GUERRE D’INDOCHINE CONTRE LE SIAM 1940-1941 (VII)

Puis souper à la popote de la compagnie.
Le 31 décembre — dîner plantureux à la compagnie. Le Clerc, un soldat de 2′ classe, y avait été convié. Il venait souvent partager notre repas, quoique affecté comme secrétaire à l’état-majpr du bataillon. Petit, extrêmement myope, il avait été réformé et n’avait pas fait son service militaire. Mais la guerre venue, il s’était engagé. Il persistait à appeler les officiers « Monsieur », usait du parapluie quand il pleuvait — était d’une politesse qui même dans la vie civile aurait paru exagérée, se faisait voler ses affaires, etc.
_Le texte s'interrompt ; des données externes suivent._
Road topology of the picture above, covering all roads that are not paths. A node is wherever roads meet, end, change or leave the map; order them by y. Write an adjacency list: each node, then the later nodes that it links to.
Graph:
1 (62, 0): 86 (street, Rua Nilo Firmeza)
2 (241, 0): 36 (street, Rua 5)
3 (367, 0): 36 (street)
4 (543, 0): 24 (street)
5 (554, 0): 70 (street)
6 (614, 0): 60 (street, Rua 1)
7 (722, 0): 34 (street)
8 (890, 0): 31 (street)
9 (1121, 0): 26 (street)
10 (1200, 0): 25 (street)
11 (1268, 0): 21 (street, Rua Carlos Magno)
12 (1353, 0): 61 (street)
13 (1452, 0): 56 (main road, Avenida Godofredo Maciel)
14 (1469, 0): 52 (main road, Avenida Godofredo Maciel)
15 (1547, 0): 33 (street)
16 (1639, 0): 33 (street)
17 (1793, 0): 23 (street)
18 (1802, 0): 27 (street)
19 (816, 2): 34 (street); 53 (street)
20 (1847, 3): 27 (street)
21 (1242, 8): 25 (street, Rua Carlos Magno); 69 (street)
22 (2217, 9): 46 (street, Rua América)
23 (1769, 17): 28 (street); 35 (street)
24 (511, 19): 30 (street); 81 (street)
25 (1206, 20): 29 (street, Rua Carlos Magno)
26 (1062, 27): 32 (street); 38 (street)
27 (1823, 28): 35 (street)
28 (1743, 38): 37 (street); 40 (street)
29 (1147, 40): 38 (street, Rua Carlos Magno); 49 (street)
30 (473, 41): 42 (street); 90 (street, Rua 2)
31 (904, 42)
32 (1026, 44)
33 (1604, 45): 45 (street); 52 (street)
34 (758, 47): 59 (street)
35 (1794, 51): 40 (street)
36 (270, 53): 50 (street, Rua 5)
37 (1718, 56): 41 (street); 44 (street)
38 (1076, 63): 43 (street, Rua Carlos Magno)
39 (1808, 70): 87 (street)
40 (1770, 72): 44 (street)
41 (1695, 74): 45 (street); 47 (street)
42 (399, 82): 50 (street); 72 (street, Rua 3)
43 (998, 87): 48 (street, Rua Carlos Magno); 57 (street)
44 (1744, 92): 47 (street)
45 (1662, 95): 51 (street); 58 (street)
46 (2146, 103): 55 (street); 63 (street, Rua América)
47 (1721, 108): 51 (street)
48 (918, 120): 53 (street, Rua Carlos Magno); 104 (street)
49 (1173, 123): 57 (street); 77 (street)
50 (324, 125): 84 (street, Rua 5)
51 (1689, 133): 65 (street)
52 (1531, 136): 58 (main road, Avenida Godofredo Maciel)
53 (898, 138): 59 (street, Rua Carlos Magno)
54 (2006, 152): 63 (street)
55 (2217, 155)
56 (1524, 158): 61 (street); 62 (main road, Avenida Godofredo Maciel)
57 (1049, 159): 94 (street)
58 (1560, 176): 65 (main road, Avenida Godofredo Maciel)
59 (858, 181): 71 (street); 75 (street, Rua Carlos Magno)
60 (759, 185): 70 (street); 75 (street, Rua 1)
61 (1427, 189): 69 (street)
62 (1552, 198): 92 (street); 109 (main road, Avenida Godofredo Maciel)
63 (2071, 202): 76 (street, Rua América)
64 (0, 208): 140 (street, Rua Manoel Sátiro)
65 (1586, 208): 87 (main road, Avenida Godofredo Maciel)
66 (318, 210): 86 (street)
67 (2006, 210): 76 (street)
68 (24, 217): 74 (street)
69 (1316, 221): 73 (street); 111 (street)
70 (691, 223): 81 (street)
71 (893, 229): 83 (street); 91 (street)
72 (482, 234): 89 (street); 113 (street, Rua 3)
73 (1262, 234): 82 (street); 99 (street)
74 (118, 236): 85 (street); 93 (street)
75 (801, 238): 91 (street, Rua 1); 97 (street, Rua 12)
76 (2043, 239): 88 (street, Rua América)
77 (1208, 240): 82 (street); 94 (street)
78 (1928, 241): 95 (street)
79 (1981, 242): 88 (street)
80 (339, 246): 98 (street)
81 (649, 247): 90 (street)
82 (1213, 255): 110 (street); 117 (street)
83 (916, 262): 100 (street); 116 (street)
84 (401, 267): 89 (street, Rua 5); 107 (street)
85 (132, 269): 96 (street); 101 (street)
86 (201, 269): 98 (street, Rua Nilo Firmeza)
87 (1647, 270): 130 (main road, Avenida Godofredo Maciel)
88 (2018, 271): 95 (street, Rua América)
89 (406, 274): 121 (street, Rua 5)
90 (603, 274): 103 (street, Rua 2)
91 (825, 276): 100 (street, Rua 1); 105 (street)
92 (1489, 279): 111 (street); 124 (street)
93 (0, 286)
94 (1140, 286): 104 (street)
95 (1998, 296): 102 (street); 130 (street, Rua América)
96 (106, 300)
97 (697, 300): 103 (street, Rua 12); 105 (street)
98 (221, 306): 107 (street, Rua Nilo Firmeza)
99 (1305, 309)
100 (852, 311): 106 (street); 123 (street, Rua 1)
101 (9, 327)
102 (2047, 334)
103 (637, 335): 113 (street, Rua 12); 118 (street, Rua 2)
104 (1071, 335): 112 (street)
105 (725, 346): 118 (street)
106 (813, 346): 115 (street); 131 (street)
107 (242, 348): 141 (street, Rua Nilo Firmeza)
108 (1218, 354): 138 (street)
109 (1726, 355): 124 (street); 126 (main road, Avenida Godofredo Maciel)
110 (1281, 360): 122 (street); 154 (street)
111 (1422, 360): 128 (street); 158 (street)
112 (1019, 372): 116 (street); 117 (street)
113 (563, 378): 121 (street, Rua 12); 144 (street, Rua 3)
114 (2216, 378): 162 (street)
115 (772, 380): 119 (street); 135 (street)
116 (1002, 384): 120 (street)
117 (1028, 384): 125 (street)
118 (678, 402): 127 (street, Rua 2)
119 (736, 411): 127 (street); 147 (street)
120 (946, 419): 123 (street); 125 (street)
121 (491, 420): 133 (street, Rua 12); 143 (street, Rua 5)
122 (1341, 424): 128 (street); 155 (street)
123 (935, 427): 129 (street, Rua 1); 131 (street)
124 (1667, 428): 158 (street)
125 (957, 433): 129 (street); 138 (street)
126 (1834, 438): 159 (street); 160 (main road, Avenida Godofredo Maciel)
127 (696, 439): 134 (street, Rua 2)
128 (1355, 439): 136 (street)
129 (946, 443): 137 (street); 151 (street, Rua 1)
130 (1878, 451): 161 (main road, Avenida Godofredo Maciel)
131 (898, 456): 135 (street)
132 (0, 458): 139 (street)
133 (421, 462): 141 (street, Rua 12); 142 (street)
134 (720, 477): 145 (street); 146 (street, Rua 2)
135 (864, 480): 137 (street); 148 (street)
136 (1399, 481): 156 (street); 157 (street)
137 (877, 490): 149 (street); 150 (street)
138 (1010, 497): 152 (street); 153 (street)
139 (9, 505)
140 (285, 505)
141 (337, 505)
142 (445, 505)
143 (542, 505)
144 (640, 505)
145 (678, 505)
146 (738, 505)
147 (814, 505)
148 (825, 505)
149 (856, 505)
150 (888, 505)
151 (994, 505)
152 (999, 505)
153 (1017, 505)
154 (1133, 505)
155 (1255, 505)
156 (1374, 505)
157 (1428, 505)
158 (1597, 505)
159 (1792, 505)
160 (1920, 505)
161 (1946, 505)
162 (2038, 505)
Au demeurant se piquant d’intellectualité, ayant toujours un livre avec lui. Le moins du monde bâti physiquement ou moralement pour faire un soldat. Il exagérait un peu d’ailleurs, affectant ce genre par une sorte d’amour-propre. Or, ce malheureux Le Clerc était souvent la cible de plaisanteries de poilu du vieux Drouais — qui avait toujours promis que le soir du 31 décembre ce bleu de Le C. serait baptisé selon les règles traditionnelles. Parfois déjà, Le C. avait failli se fâcher (je me souviens que ce même Le C. avait un jour sorti un livre de poèmes (?) illustrés le plus obscène que j’aie encore jamais vu. Tout en le montrant, il riait bien fort, mais sans rien perdre de son espèce de distinction. Le livre du reste était fort au-dessus de la littérature polissonne de caserne. Avait quelque chose de rabelaisien). Pendant tout le dîner, au cours duquel nous jouions des disques que m’avait prêtés K., Le C. avait été le sujet de plaisanteries multipliées. Drouais parlait sans cesse de mettre sa menace à exécution, et effec-tivement après le dessert, notre Le C. fut empoigné et mis sur la table comme pour une opération. Il se débattit, perdant ses lunettes, rouge de honte. Puis lorsque ce fut fini, d’un ton théâtral : « Messieurs, c’est fini. Jamais plus je n’accepterai votre hospitalité », ou quelque chose d’approchant — et il s’en alla mortellement blessé… nous laissant à nos éclats de rire, un peu forcés maintenant et auxquels se mêlait une note fausse. Valentin, son meilleur ami, essaya de le ramener sans réussir.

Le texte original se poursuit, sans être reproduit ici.